July 24, 2009
By: David K. Jaffe
If a slip and fall injury results from some unreasonably dangerous condition existing on the premises about which the owner or occupant lacks actual knowledge, the plaintiff may still be entitled to a recovery by showing that the defendant had constructive notice of the hazard. Generally, constructive knowledge refers to that kind of knowledge a person exercising reasonable diligence should have had under any given set of circumstances.
In order to constitute constructive notice, a defect must be visible and apparent and must exist for a sufficient length of time prior to the accident to permit defendant's employees to discover and remedy it. The requirement of constructive notice in slip and fall cases prevents the defendants from simply claiming lack of actual knowledge of any dangerous conditions or defects on the premises, since it imposes a duty to make reasonable inspections for the purpose of discovering the existence of such hazards.
However, if the injury occurs as the result of a hazardous condition about which the landowner or occupant has neither actual or constructive knowledge, liability for negligence will ordinarily not be imposed, at least if the dangerous condition was not caused by the defendant or was otherwise unforeseeable. To impose any greater duty than this upon ordinary landowners and premises occupants would be tantamount to making them insurers of the safety of all who may enter their premises.
Constructive notice as to the existence of any particular hazard depends upon a number of factors such as the type of foreign substance involved, the length of time that it has been permitted to remain on the premises, the number of other entrants who may be present, the proximity of the hazard with respect to the occupant's employment, as well as the location of the hazard within the premises.
Each of these factors, of course, will also vary from case to case. For example, the length of time necessary for a particular foreign substance to remain unattended on the floor of a crowded supermarket in order to establish constructive notice against the defendant will necessarily vary depending upon the individual circumstances, and no set time limitation can ever be established for purposes of conclusively determining the existence of constructive knowledge of such a hazard.

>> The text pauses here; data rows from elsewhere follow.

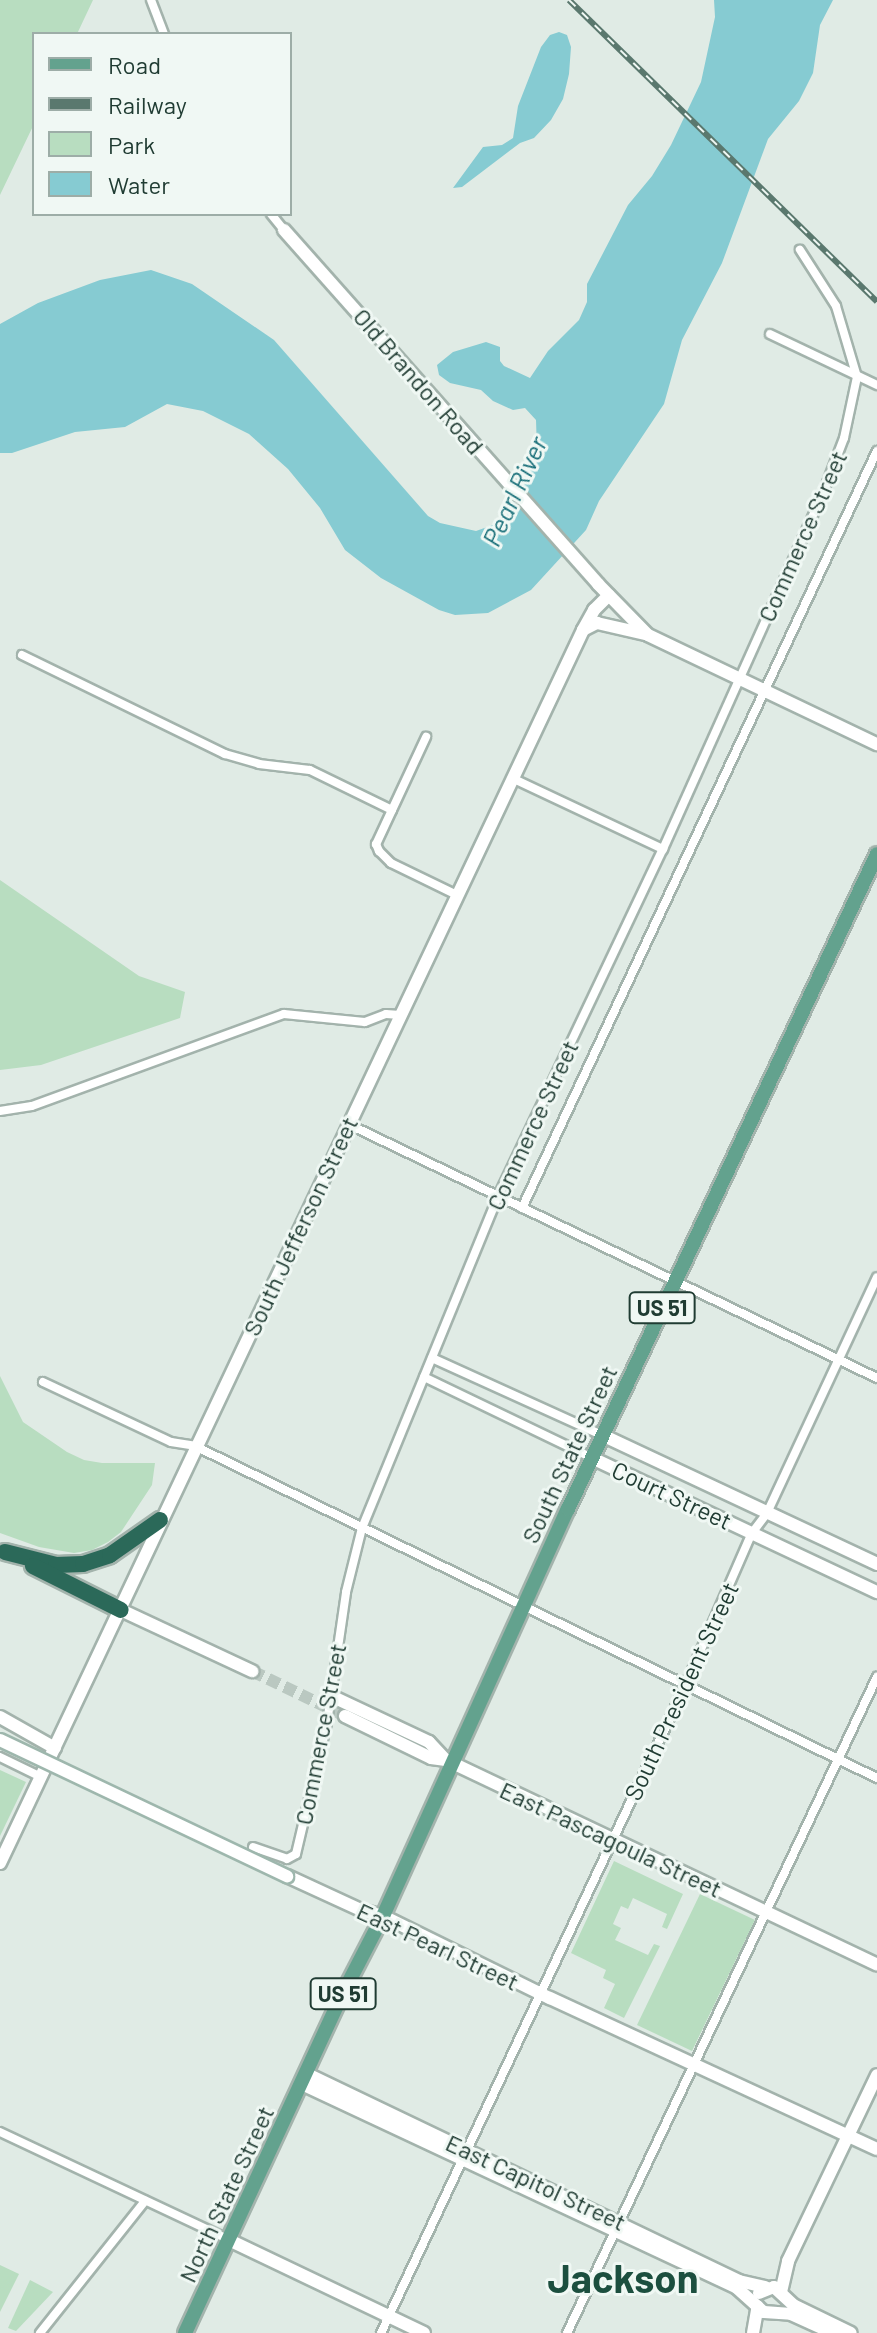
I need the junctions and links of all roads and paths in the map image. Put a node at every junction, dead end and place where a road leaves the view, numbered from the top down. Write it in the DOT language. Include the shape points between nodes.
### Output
graph roads {
  1 [pos="151,0"];
  2 [pos="163,32"];
  3 [pos="273,216"];
  4 [pos="284,230"];
  5 [pos="800,250"];
  6 [pos="770,334"];
  7 [pos="857,377"];
  8 [pos="877,385"];
  9 [pos="877,451"];
  10 [pos="609,595"];
  11 [pos="583,630"];
  12 [pos="648,635"];
  13 [pos="22,655"];
  14 [pos="738,680"];
  15 [pos="764,693"];
  16 [pos="426,737"];
  17 [pos="877,744"];
  18 [pos="512,778"];
  19 [pos="392,810"];
  20 [pos="663,849"];
  21 [pos="877,854"];
  22 [pos="457,895"];
  23 [pos="400,1015"];
  24 [pos="0,1111"];
  25 [pos="348,1124"];
  26 [pos="498,1196"];
  27 [pos="522,1208"];
  28 [pos="877,1277"];
  29 [pos="674,1281"];
  30 [pos="432,1358"];
  31 [pos="839,1360"];
  32 [pos="424,1377"];
  33 [pos="877,1378"];
  34 [pos="43,1382"];
  35 [pos="602,1435"];
  36 [pos="195,1446"];
  37 [pos="592,1458"];
  38 [pos="767,1513"];
  39 [pos="160,1520"];
  40 [pos="362,1528"];
  41 [pos="752,1533"];
  42 [pos="2,1551"];
  43 [pos="877,1564"];
  44 [pos="877,1592"];
  45 [pos="523,1607"];
  46 [pos="121,1610"];
  47 [pos="252,1671"];
  48 [pos="877,1677"];
  49 [pos="685,1686"];
  50 [pos="331,1696"];
  51 [pos="345,1716"];
  52 [pos="0,1717"];
  53 [pos="0,1740"];
  54 [pos="55,1748"];
  55 [pos="0,1757"];
  56 [pos="839,1760"];
  57 [pos="450,1762"];
  58 [pos="41,1777"];
  59 [pos="877,1778"];
  60 [pos="612,1840"];
  61 [pos="253,1847"];
  62 [pos="0,1863"];
  63 [pos="766,1912"];
  64 [pos="383,1916"];
  65 [pos="877,1965"];
  66 [pos="540,1993"];
  67 [pos="693,2063"];
  68 [pos="877,2075"];
  69 [pos="304,2079"];
  70 [pos="0,2132"];
  71 [pos="848,2135"];
  72 [pos="877,2149"];
  73 [pos="464,2154"];
  74 [pos="145,2201"];
  75 [pos="617,2227"];
  76 [pos="229,2240"];
  77 [pos="788,2261"];
  78 [pos="766,2287"];
  79 [pos="782,2294"];
  80 [pos="758,2304"];
  81 [pos="774,2312"];
  82 [pos="389,2317"];
  83 [pos="40,2333"];
  84 [pos="185,2333"];
  85 [pos="381,2333"];
  86 [pos="424,2333"];
  87 [pos="567,2333"];
  88 [pos="754,2333"];
  89 [pos="833,2333"];
  90 [pos="851,2333"];
  1 -- 2 [label="street"];
  3 -- 4 [label="street, Old Brandon Road"];
  4 -- 10 [label="street, Old Brandon Road"];
  5 -- 7 [label="street" via="836,306"];
  6 -- 7 [label="street"];
  7 -- 8 [label="street"];
  7 -- 14 [label="street, Commerce Street" via="844,438 823,493"];
  9 -- 15 [label="street, Commerce Street"];
  10 -- 11 [label="street, South Jefferson Street"];
  10 -- 12 [label="street, Old Brandon Road"];
  11 -- 12 [label="street" via="597,623"];
  11 -- 18 [label="street, South Jefferson Street"];
  12 -- 14 [label="street"];
  13 -- 19 [label="street" via="225,754 310,770"];
  14 -- 15 [label="street"];
  14 -- 20 [label="street, Commerce Street"];
  15 -- 17 [label="street"];
  15 -- 27 [label="street, Commerce Street"];
  16 -- 19 [label="street"];
  18 -- 20 [label="street"];
  18 -- 22 [label="street, South Jefferson Street"];
  19 -- 22 [label="street" via="376,844 379,851 391,863"];
  20 -- 26 [label="street, Commerce Street"];
  21 -- 29 [label="main road, South State Street / US 51"];
  22 -- 23 [label="street, South Jefferson Street"];
  23 -- 24 [label="street" via="365,1022 284,1014 32,1106"];
  23 -- 25 [label="street, South Jefferson Street"];
  25 -- 26 [label="street"];
  25 -- 36 [label="street, South Jefferson Street"];
  26 -- 27 [label="street"];
  26 -- 30 [label="street, Commerce Street"];
  27 -- 29 [label="street"];
  28 -- 31 [label="street, South President Street"];
  29 -- 31 [label="street"];
  29 -- 35 [label="main road, South State Street / US 51"];
  30 -- 32 [label="street, Commerce Street"];
  30 -- 35 [label="street, Court Street"];
  31 -- 33 [label="street"];
  31 -- 38 [label="street, South President Street"];
  32 -- 37 [label="street, Court Street"];
  32 -- 40 [label="street, Commerce Street"];
  34 -- 36 [label="street" via="171,1442"];
  35 -- 37 [label="main road, South State Street / US 51"];
  35 -- 38 [label="street, Court Street"];
  36 -- 39 [label="street, South Jefferson Street"];
  36 -- 40 [label="street"];
  37 -- 41 [label="street, Court Street"];
  37 -- 45 [label="main road, South State Street / US 51"];
  38 -- 41 [label="street, South President Street"];
  38 -- 43 [label="street, Court Street"];
  39 -- 42 [label="highway" via="110,1555 83,1564 56,1565"];
  39 -- 46 [label="street, South Jefferson Street"];
  40 -- 45 [label="street"];
  40 -- 50 [label="street, Commerce Street" via="346,1592"];
  41 -- 44 [label="street, Court Street"];
  41 -- 49 [label="street, South President Street"];
  42 -- 46 [label="highway"];
  45 -- 49 [label="street"];
  45 -- 57 [label="main road, South State Street / US 51"];
  46 -- 47 [label="street"];
  46 -- 54 [label="street, South Jefferson Street"];
  48 -- 56 [label="street"];
  49 -- 56 [label="street"];
  49 -- 60 [label="street, South President Street"];
  50 -- 57 [label="street" via="429,1742"];
  50 -- 61 [label="street, Commerce Street" via="296,1854 287,1859"];
  51 -- 57 [label="street, East Pascagoula Street"];
  52 -- 54 [label="street"];
  53 -- 64 [label="street, East Pearl Street, bridge"];
  54 -- 58 [label="street, South Jefferson Street"];
  55 -- 58 [label="street"];
  56 -- 59 [label="street"];
  56 -- 63 [label="street"];
  57 -- 60 [label="street, East Pascagoula Street"];
  57 -- 64 [label="main road, South State Street / US 51"];
  58 -- 62 [label="street, South Jefferson Street"];
  60 -- 63 [label="street, East Pascagoula Street"];
  60 -- 66 [label="street, South President Street"];
  63 -- 65 [label="street, East Pascagoula Street"];
  63 -- 67 [label="street"];
  64 -- 66 [label="street, East Pearl Street"];
  64 -- 69 [label="main road, South State Street / US 51"];
  66 -- 67 [label="street, East Pearl Street"];
  66 -- 73 [label="street, South President Street"];
  67 -- 71 [label="street, East Pearl Street"];
  67 -- 75 [label="street"];
  68 -- 71 [label="street"];
  69 -- 73 [label="street, East Capitol Street"];
  69 -- 76 [label="main road, North State Street / US 51"];
  70 -- 74 [label="street"];
  71 -- 72 [label="street, East Pearl Street"];
  71 -- 77 [label="street"];
  73 -- 75 [label="street, East Capitol Street"];
  73 -- 82 [label="street, South President Street"];
  74 -- 76 [label="street"];
  74 -- 83 [label="street"];
  75 -- 78 [label="street, East Capitol Street" via="739,2281"];
  75 -- 80 [label="street, East Capitol Street"];
  75 -- 87 [label="street"];
  76 -- 82 [label="street"];
  76 -- 84 [label="main road, North State Street / US 51"];
  77 -- 78 [label="street"];
  77 -- 79 [label="street"];
  78 -- 79 [label="street"];
  78 -- 80 [label="street" via="758,2294"];
  79 -- 81 [label="street" via="782,2305"];
  79 -- 90 [label="street" via="796,2307"];
  80 -- 81 [label="street"];
  80 -- 88 [label="street"];
  81 -- 88 [label="street"];
  81 -- 89 [label="street"];
  82 -- 85 [label="street, South President Street"];
  82 -- 86 [label="street"];
}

Thus, while a lapse of only five seconds would almost certainly appear to be an insufficient basis upon which to charge the defendant with constructive notice of the presence of a foreign substance on the floor, in some circumstances, such as if the defendant's method of operation creates a nearly continuous, recurring potential for the creation of certain types of hazards, the court may simply infer constructive knowledge regardless of how brief the actual time lapse may have been. As a general rule, the longer the period of time that a hazard can be proven to have existed on the premises without removal, the greater the likelihood of inferring the defendant's constructive notice of the condition.